── SUPPLIED DATA

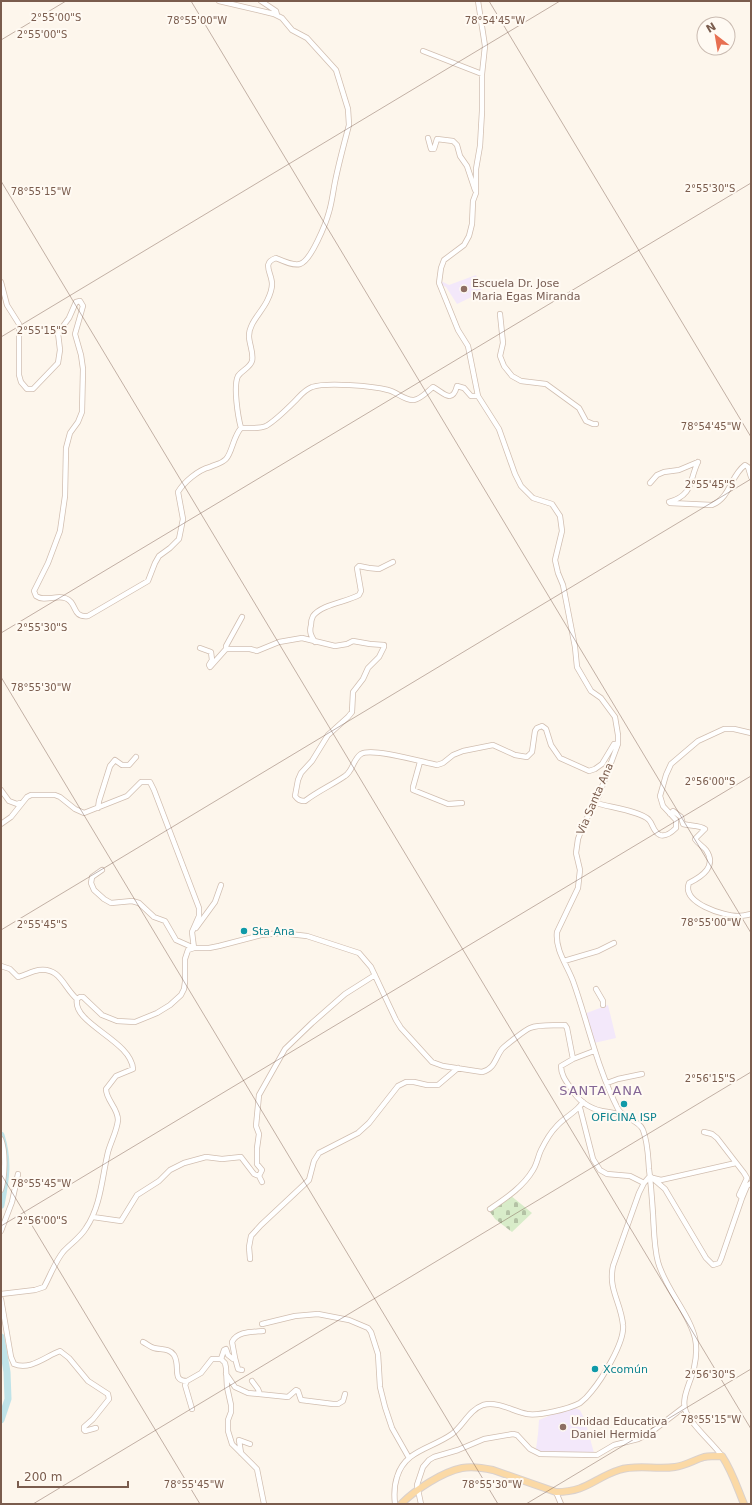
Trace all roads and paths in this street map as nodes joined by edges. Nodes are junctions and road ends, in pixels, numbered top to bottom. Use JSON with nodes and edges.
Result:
{"nodes":[{"id":1,"x":219,"y":1,"type":"edge"},
{"id":2,"x":261,"y":1,"type":"edge"},
{"id":3,"x":478,"y":1,"type":"edge"},
{"id":4,"x":277,"y":15,"type":"junction"},
{"id":5,"x":423,"y":51,"type":"dead end"},
{"id":6,"x":482,"y":74,"type":"junction"},
{"id":7,"x":428,"y":138,"type":"dead end"},
{"id":8,"x":476,"y":193,"type":"junction"},
{"id":9,"x":1,"y":282,"type":"edge"},
{"id":10,"x":500,"y":314,"type":"dead end"},
{"id":11,"x":478,"y":396,"type":"junction"},
{"id":12,"x":596,"y":424,"type":"dead end"},
{"id":13,"x":241,"y":428,"type":"junction"},
{"id":14,"x":751,"y":477,"type":"edge"},
{"id":15,"x":650,"y":483,"type":"dead end"},
{"id":16,"x":393,"y":562,"type":"dead end"},
{"id":17,"x":242,"y":617,"type":"dead end"},
{"id":18,"x":316,"y":642,"type":"junction"},
{"id":19,"x":200,"y":648,"type":"dead end"},
{"id":20,"x":226,"y":649,"type":"junction"},
{"id":21,"x":751,"y":733,"type":"edge"},
{"id":22,"x":618,"y":744,"type":"junction"},
{"id":23,"x":136,"y":757,"type":"dead end"},
{"id":24,"x":420,"y":762,"type":"junction"},
{"id":25,"x":1,"y":790,"type":"edge"},
{"id":26,"x":22,"y":802,"type":"junction"},
{"id":27,"x":462,"y":803,"type":"dead end"},
{"id":28,"x":596,"y":804,"type":"junction"},
{"id":29,"x":98,"y":808,"type":"junction"},
{"id":30,"x":670,"y":814,"type":"junction"},
{"id":31,"x":1,"y":824,"type":"edge"},
{"id":32,"x":102,"y":870,"type":"dead end"},
{"id":33,"x":222,"y":885,"type":"dead end"},
{"id":34,"x":751,"y":914,"type":"edge"},
{"id":35,"x":192,"y":932,"type":"junction"},
{"id":36,"x":614,"y":942,"type":"dead end"},
{"id":37,"x":194,"y":948,"type":"junction"},
{"id":38,"x":564,"y":962,"type":"junction"},
{"id":39,"x":2,"y":968,"type":"edge"},
{"id":40,"x":375,"y":975,"type":"junction"},
{"id":41,"x":596,"y":989,"type":"dead end"},
{"id":42,"x":77,"y":999,"type":"junction"},
{"id":43,"x":603,"y":1005,"type":"dead end"},
{"id":44,"x":594,"y":1051,"type":"junction"},
{"id":45,"x":573,"y":1060,"type":"junction"},
{"id":46,"x":458,"y":1068,"type":"junction"},
{"id":47,"x":642,"y":1074,"type":"dead end"},
{"id":48,"x":607,"y":1083,"type":"junction"},
{"id":49,"x":583,"y":1102,"type":"junction"},
{"id":50,"x":580,"y":1108,"type":"junction"},
{"id":51,"x":627,"y":1118,"type":"junction"},
{"id":52,"x":704,"y":1132,"type":"dead end"},
{"id":53,"x":1,"y":1139,"type":"edge"},
{"id":54,"x":736,"y":1163,"type":"junction"},
{"id":55,"x":18,"y":1174,"type":"dead end"},
{"id":56,"x":259,"y":1176,"type":"junction"},
{"id":57,"x":650,"y":1176,"type":"junction"},
{"id":58,"x":2,"y":1178,"type":"edge"},
{"id":59,"x":262,"y":1182,"type":"dead end"},
{"id":60,"x":644,"y":1183,"type":"junction"},
{"id":61,"x":751,"y":1183,"type":"edge"},
{"id":62,"x":1,"y":1190,"type":"edge"},
{"id":63,"x":742,"y":1198,"type":"junction"},
{"id":64,"x":490,"y":1208,"type":"dead end"},
{"id":65,"x":93,"y":1217,"type":"junction"},
{"id":66,"x":1,"y":1231,"type":"edge"},
{"id":67,"x":250,"y":1258,"type":"dead end"},
{"id":68,"x":1,"y":1294,"type":"edge"},
{"id":69,"x":1,"y":1299,"type":"edge"},
{"id":70,"x":262,"y":1324,"type":"dead end"},
{"id":71,"x":263,"y":1332,"type":"dead end"},
{"id":72,"x":143,"y":1342,"type":"dead end"},
{"id":73,"x":235,"y":1358,"type":"junction"},
{"id":74,"x":221,"y":1359,"type":"junction"},
{"id":75,"x":242,"y":1370,"type":"dead end"},
{"id":76,"x":226,"y":1374,"type":"junction"},
{"id":77,"x":187,"y":1381,"type":"junction"},
{"id":78,"x":252,"y":1381,"type":"dead end"},
{"id":79,"x":260,"y":1394,"type":"junction"},
{"id":80,"x":345,"y":1394,"type":"dead end"},
{"id":81,"x":684,"y":1407,"type":"junction"},
{"id":82,"x":192,"y":1409,"type":"dead end"},
{"id":83,"x":96,"y":1428,"type":"dead end"},
{"id":84,"x":250,"y":1444,"type":"dead end"},
{"id":85,"x":242,"y":1454,"type":"junction"},
{"id":86,"x":722,"y":1456,"type":"junction"},
{"id":87,"x":409,"y":1458,"type":"junction"},
{"id":88,"x":417,"y":1491,"type":"junction"},
{"id":89,"x":556,"y":1492,"type":"junction"},
{"id":90,"x":264,"y":1504,"type":"edge"},
{"id":91,"x":395,"y":1504,"type":"edge"},
{"id":92,"x":401,"y":1504,"type":"edge"},
{"id":93,"x":421,"y":1504,"type":"edge"},
{"id":94,"x":561,"y":1504,"type":"edge"},
{"id":95,"x":744,"y":1504,"type":"edge"}],
"edges":[{"from":1,"to":4,"type":"street"},
{"from":2,"to":4,"type":"street"},
{"from":3,"to":6,"type":"street"},
{"from":4,"to":13,"type":"street"},
{"from":5,"to":6,"type":"street"},
{"from":6,"to":8,"type":"street"},
{"from":7,"to":8,"type":"street"},
{"from":8,"to":11,"type":"street","name":"Via Santa Ana"},
{"from":9,"to":13,"type":"street"},
{"from":10,"to":12,"type":"street"},
{"from":11,"to":13,"type":"street"},
{"from":11,"to":22,"type":"street","name":"Via Santa Ana"},
{"from":14,"to":15,"type":"street"},
{"from":16,"to":18,"type":"street"},
{"from":17,"to":20,"type":"street"},
{"from":18,"to":20,"type":"street"},
{"from":18,"to":24,"type":"street"},
{"from":19,"to":20,"type":"street"},
{"from":21,"to":30,"type":"street"},
{"from":22,"to":24,"type":"street"},
{"from":22,"to":28,"type":"street","name":"Via Santa Ana"},
{"from":23,"to":29,"type":"street"},
{"from":24,"to":27,"type":"street"},
{"from":25,"to":26,"type":"street"},
{"from":26,"to":29,"type":"street"},
{"from":26,"to":31,"type":"street"},
{"from":28,"to":30,"type":"street"},
{"from":28,"to":38,"type":"street","name":"Via Santa Ana"},
{"from":29,"to":35,"type":"street"},
{"from":30,"to":34,"type":"street"},
{"from":32,"to":37,"type":"street"},
{"from":33,"to":35,"type":"street"},
{"from":35,"to":37,"type":"street"},
{"from":36,"to":38,"type":"street"},
{"from":37,"to":40,"type":"street"},
{"from":37,"to":42,"type":"street"},
{"from":38,"to":44,"type":"street","name":"Via Santa Ana"},
{"from":39,"to":42,"type":"street"},
{"from":40,"to":46,"type":"street"},
{"from":40,"to":56,"type":"street"},
{"from":41,"to":43,"type":"street"},
{"from":42,"to":65,"type":"street"},
{"from":44,"to":45,"type":"street"},
{"from":44,"to":48,"type":"street","name":"Via Santa Ana"},
{"from":45,"to":46,"type":"street"},
{"from":45,"to":49,"type":"street"},
{"from":46,"to":67,"type":"street"},
{"from":47,"to":48,"type":"street"},
{"from":48,"to":51,"type":"street","name":"Via Santa Ana"},
{"from":49,"to":50,"type":"street"},
{"from":49,"to":51,"type":"street"},
{"from":50,"to":60,"type":"street"},
{"from":50,"to":64,"type":"street"},
{"from":51,"to":57,"type":"street","name":"Via Santa Ana"},
{"from":52,"to":54,"type":"street"},
{"from":53,"to":58,"type":"street"},
{"from":54,"to":57,"type":"street"},
{"from":54,"to":63,"type":"street"},
{"from":55,"to":66,"type":"street"},
{"from":56,"to":59,"type":"street"},
{"from":56,"to":65,"type":"street"},
{"from":57,"to":60,"type":"street"},
{"from":57,"to":63,"type":"street"},
{"from":57,"to":81,"type":"street","name":"Via Santa Ana"},
{"from":58,"to":62,"type":"street"},
{"from":60,"to":87,"type":"street"},
{"from":61,"to":63,"type":"street"},
{"from":65,"to":68,"type":"street"},
{"from":69,"to":83,"type":"street"},
{"from":70,"to":87,"type":"street"},
{"from":71,"to":73,"type":"street"},
{"from":72,"to":77,"type":"street"},
{"from":73,"to":74,"type":"street"},
{"from":73,"to":75,"type":"street"},
{"from":74,"to":76,"type":"street"},
{"from":74,"to":77,"type":"street"},
{"from":76,"to":79,"type":"street"},
{"from":76,"to":85,"type":"street"},
{"from":77,"to":82,"type":"street"},
{"from":78,"to":79,"type":"street"},
{"from":79,"to":80,"type":"street"},
{"from":81,"to":86,"type":"street"},
{"from":81,"to":88,"type":"street"},
{"from":84,"to":85,"type":"street"},
{"from":85,"to":90,"type":"street"},
{"from":86,"to":89,"type":"main road"},
{"from":86,"to":95,"type":"main road"},
{"from":87,"to":91,"type":"street"},
{"from":88,"to":89,"type":"main road"},
{"from":88,"to":92,"type":"main road"},
{"from":88,"to":93,"type":"street"},
{"from":89,"to":94,"type":"street"}]}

────

For the word "edges", please count the lines in the data where it appears and respond with the number only.

> [FINAL ANSWER] 2